Output a character-exact copy of the data, images removed.

[Data for processing]

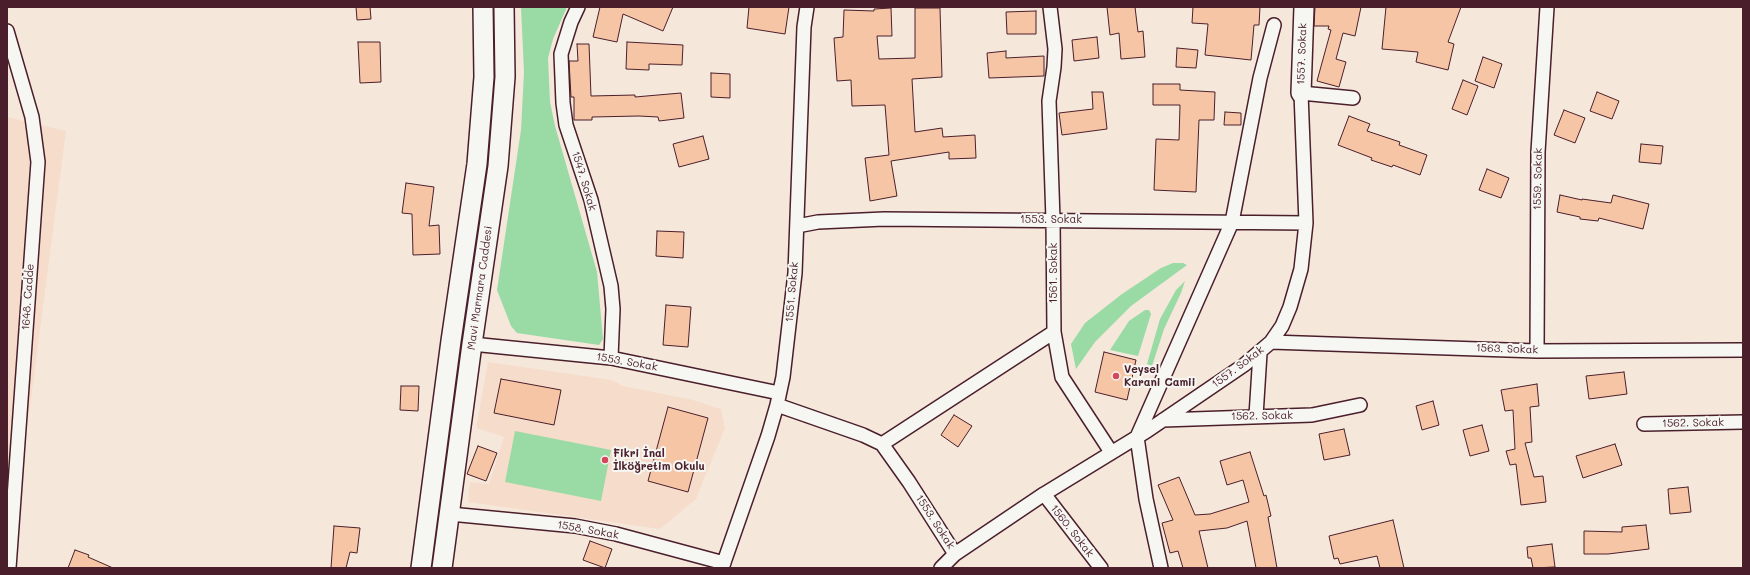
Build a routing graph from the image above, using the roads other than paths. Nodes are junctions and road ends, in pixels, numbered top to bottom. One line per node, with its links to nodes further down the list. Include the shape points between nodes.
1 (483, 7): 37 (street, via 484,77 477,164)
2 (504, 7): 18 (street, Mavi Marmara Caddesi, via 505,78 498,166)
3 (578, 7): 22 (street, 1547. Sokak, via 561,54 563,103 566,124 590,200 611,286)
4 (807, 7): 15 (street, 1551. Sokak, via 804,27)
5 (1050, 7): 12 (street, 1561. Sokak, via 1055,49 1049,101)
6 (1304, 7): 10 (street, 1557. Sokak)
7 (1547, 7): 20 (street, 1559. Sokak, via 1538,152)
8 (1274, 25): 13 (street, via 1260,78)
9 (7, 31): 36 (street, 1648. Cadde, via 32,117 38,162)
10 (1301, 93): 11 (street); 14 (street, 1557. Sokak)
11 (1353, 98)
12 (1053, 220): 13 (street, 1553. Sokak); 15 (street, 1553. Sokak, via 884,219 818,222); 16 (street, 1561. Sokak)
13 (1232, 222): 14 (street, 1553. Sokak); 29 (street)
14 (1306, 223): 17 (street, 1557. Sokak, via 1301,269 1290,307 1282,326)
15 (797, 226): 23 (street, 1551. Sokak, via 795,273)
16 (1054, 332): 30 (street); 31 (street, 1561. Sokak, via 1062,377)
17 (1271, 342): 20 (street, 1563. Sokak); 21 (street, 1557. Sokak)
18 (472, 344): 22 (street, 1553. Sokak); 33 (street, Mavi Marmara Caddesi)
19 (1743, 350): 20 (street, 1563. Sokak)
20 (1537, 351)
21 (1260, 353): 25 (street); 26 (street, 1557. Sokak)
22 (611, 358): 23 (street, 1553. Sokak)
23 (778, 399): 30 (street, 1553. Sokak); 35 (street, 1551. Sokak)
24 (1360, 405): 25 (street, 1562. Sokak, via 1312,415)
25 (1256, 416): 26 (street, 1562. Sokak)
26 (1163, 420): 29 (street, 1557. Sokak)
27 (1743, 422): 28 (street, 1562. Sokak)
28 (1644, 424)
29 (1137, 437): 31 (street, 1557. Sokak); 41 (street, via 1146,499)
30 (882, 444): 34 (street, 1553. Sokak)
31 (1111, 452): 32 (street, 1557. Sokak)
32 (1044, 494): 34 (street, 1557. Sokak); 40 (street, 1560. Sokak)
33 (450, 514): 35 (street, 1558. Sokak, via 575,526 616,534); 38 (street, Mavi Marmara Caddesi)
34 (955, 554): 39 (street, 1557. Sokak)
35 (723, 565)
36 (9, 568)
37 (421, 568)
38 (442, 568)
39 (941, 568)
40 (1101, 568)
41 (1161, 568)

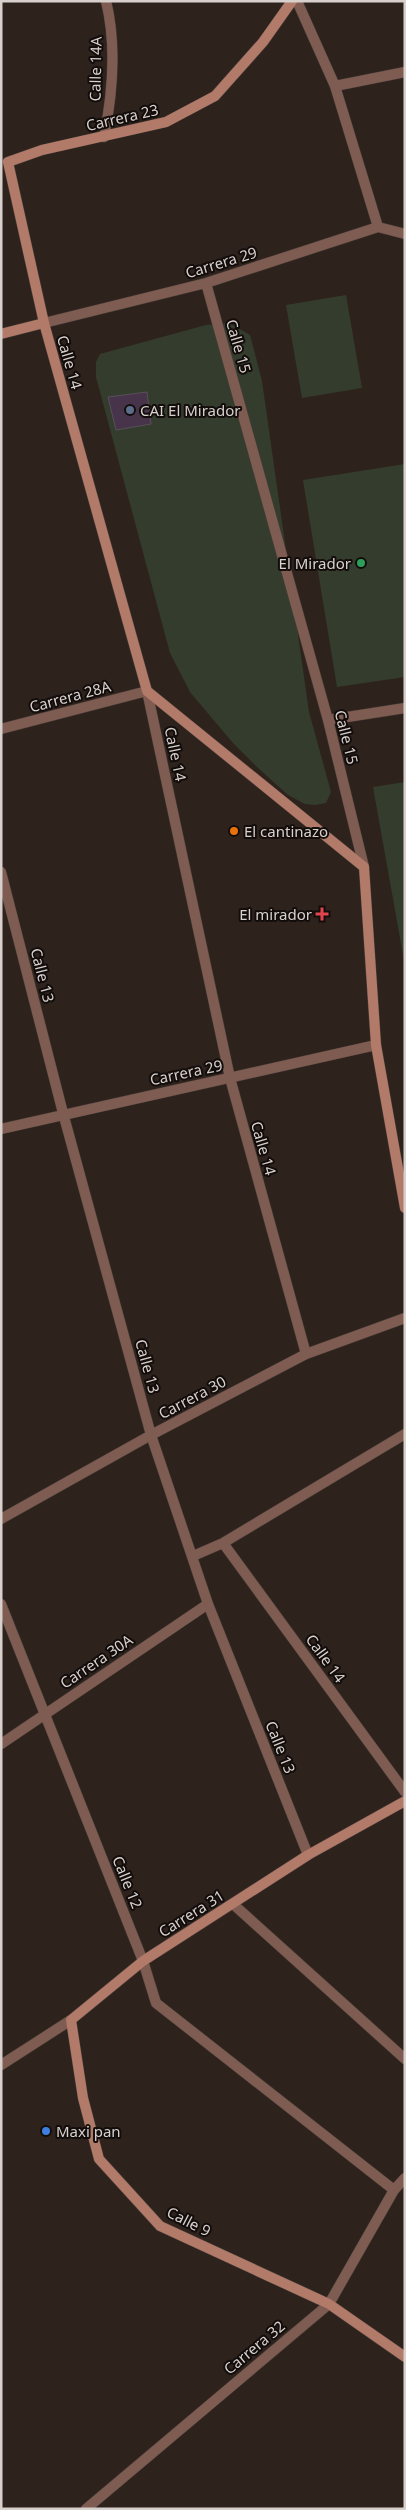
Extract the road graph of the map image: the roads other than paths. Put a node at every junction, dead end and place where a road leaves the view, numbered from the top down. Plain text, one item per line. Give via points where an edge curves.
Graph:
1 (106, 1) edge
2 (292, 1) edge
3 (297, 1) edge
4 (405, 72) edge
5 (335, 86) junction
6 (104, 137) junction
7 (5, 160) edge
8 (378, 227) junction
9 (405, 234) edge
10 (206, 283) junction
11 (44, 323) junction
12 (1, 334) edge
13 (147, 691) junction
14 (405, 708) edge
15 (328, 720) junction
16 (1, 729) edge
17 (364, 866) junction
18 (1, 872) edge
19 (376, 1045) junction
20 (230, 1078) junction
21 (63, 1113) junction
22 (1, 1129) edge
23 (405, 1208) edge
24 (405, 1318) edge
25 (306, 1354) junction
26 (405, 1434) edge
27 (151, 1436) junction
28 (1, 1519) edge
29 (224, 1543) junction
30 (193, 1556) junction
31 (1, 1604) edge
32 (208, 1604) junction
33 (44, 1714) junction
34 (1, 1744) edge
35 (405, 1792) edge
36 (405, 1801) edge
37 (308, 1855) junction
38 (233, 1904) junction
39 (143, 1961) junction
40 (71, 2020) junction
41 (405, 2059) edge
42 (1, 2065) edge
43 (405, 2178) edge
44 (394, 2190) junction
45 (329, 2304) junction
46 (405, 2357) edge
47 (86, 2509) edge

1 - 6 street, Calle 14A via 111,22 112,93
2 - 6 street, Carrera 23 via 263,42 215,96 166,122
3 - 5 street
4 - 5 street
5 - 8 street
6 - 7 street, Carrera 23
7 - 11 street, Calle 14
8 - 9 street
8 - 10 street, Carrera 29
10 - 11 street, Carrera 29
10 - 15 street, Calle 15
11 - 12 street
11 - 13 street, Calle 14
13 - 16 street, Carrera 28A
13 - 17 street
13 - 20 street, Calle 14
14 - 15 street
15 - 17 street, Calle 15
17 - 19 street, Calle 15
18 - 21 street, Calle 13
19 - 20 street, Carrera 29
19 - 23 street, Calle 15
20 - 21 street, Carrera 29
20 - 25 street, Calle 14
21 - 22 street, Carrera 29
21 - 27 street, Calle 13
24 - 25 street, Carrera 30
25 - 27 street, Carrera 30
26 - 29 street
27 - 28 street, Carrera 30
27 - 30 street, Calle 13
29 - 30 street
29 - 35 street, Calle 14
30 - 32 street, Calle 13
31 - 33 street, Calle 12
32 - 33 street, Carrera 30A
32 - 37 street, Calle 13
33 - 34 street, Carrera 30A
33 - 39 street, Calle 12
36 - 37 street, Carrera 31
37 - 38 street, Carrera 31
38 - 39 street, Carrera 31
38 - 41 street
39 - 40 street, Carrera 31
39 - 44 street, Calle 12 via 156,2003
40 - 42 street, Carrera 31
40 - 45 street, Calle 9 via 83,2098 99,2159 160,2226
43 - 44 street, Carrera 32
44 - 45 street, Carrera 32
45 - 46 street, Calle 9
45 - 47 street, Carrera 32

[/Data for processing]

▶ Answer space
Build a routing graph from the image above, using the roads other than paths. Nodes are junctions and road ends, in pixels, numbered top to bottom. One line per node, with its links to nodes further down the list. Include the shape points between nodes.
1 (483, 7): 37 (street, via 484,77 477,164)
2 (504, 7): 18 (street, Mavi Marmara Caddesi, via 505,78 498,166)
3 (578, 7): 22 (street, 1547. Sokak, via 561,54 563,103 566,124 590,200 611,286)
4 (807, 7): 15 (street, 1551. Sokak, via 804,27)
5 (1050, 7): 12 (street, 1561. Sokak, via 1055,49 1049,101)
6 (1304, 7): 10 (street, 1557. Sokak)
7 (1547, 7): 20 (street, 1559. Sokak, via 1538,152)
8 (1274, 25): 13 (street, via 1260,78)
9 (7, 31): 36 (street, 1648. Cadde, via 32,117 38,162)
10 (1301, 93): 11 (street); 14 (street, 1557. Sokak)
11 (1353, 98)
12 (1053, 220): 13 (street, 1553. Sokak); 15 (street, 1553. Sokak, via 884,219 818,222); 16 (street, 1561. Sokak)
13 (1232, 222): 14 (street, 1553. Sokak); 29 (street)
14 (1306, 223): 17 (street, 1557. Sokak, via 1301,269 1290,307 1282,326)
15 (797, 226): 23 (street, 1551. Sokak, via 795,273)
16 (1054, 332): 30 (street); 31 (street, 1561. Sokak, via 1062,377)
17 (1271, 342): 20 (street, 1563. Sokak); 21 (street, 1557. Sokak)
18 (472, 344): 22 (street, 1553. Sokak); 33 (street, Mavi Marmara Caddesi)
19 (1743, 350): 20 (street, 1563. Sokak)
20 (1537, 351)
21 (1260, 353): 25 (street); 26 (street, 1557. Sokak)
22 (611, 358): 23 (street, 1553. Sokak)
23 (778, 399): 30 (street, 1553. Sokak); 35 (street, 1551. Sokak)
24 (1360, 405): 25 (street, 1562. Sokak, via 1312,415)
25 (1256, 416): 26 (street, 1562. Sokak)
26 (1163, 420): 29 (street, 1557. Sokak)
27 (1743, 422): 28 (street, 1562. Sokak)
28 (1644, 424)
29 (1137, 437): 31 (street, 1557. Sokak); 41 (street, via 1146,499)
30 (882, 444): 34 (street, 1553. Sokak)
31 (1111, 452): 32 (street, 1557. Sokak)
32 (1044, 494): 34 (street, 1557. Sokak); 40 (street, 1560. Sokak)
33 (450, 514): 35 (street, 1558. Sokak, via 575,526 616,534); 38 (street, Mavi Marmara Caddesi)
34 (955, 554): 39 (street, 1557. Sokak)
35 (723, 565)
36 (9, 568)
37 (421, 568)
38 (442, 568)
39 (941, 568)
40 (1101, 568)
41 (1161, 568)

Extract the road graph of the map image: the roads other than paths. Put a node at every junction, dead end and place where a road leaves the view, numbered from the top down. Plain text, one item per line. Give via points where an edge curves.
Graph:
1 (106, 1) edge
2 (292, 1) edge
3 (297, 1) edge
4 (405, 72) edge
5 (335, 86) junction
6 (104, 137) junction
7 (5, 160) edge
8 (378, 227) junction
9 (405, 234) edge
10 (206, 283) junction
11 (44, 323) junction
12 (1, 334) edge
13 (147, 691) junction
14 (405, 708) edge
15 (328, 720) junction
16 (1, 729) edge
17 (364, 866) junction
18 (1, 872) edge
19 (376, 1045) junction
20 (230, 1078) junction
21 (63, 1113) junction
22 (1, 1129) edge
23 (405, 1208) edge
24 (405, 1318) edge
25 (306, 1354) junction
26 (405, 1434) edge
27 (151, 1436) junction
28 (1, 1519) edge
29 (224, 1543) junction
30 (193, 1556) junction
31 (1, 1604) edge
32 (208, 1604) junction
33 (44, 1714) junction
34 (1, 1744) edge
35 (405, 1792) edge
36 (405, 1801) edge
37 (308, 1855) junction
38 (233, 1904) junction
39 (143, 1961) junction
40 (71, 2020) junction
41 (405, 2059) edge
42 (1, 2065) edge
43 (405, 2178) edge
44 (394, 2190) junction
45 (329, 2304) junction
46 (405, 2357) edge
47 (86, 2509) edge

1 - 6 street, Calle 14A via 111,22 112,93
2 - 6 street, Carrera 23 via 263,42 215,96 166,122
3 - 5 street
4 - 5 street
5 - 8 street
6 - 7 street, Carrera 23
7 - 11 street, Calle 14
8 - 9 street
8 - 10 street, Carrera 29
10 - 11 street, Carrera 29
10 - 15 street, Calle 15
11 - 12 street
11 - 13 street, Calle 14
13 - 16 street, Carrera 28A
13 - 17 street
13 - 20 street, Calle 14
14 - 15 street
15 - 17 street, Calle 15
17 - 19 street, Calle 15
18 - 21 street, Calle 13
19 - 20 street, Carrera 29
19 - 23 street, Calle 15
20 - 21 street, Carrera 29
20 - 25 street, Calle 14
21 - 22 street, Carrera 29
21 - 27 street, Calle 13
24 - 25 street, Carrera 30
25 - 27 street, Carrera 30
26 - 29 street
27 - 28 street, Carrera 30
27 - 30 street, Calle 13
29 - 30 street
29 - 35 street, Calle 14
30 - 32 street, Calle 13
31 - 33 street, Calle 12
32 - 33 street, Carrera 30A
32 - 37 street, Calle 13
33 - 34 street, Carrera 30A
33 - 39 street, Calle 12
36 - 37 street, Carrera 31
37 - 38 street, Carrera 31
38 - 39 street, Carrera 31
38 - 41 street
39 - 40 street, Carrera 31
39 - 44 street, Calle 12 via 156,2003
40 - 42 street, Carrera 31
40 - 45 street, Calle 9 via 83,2098 99,2159 160,2226
43 - 44 street, Carrera 32
44 - 45 street, Carrera 32
45 - 46 street, Calle 9
45 - 47 street, Carrera 32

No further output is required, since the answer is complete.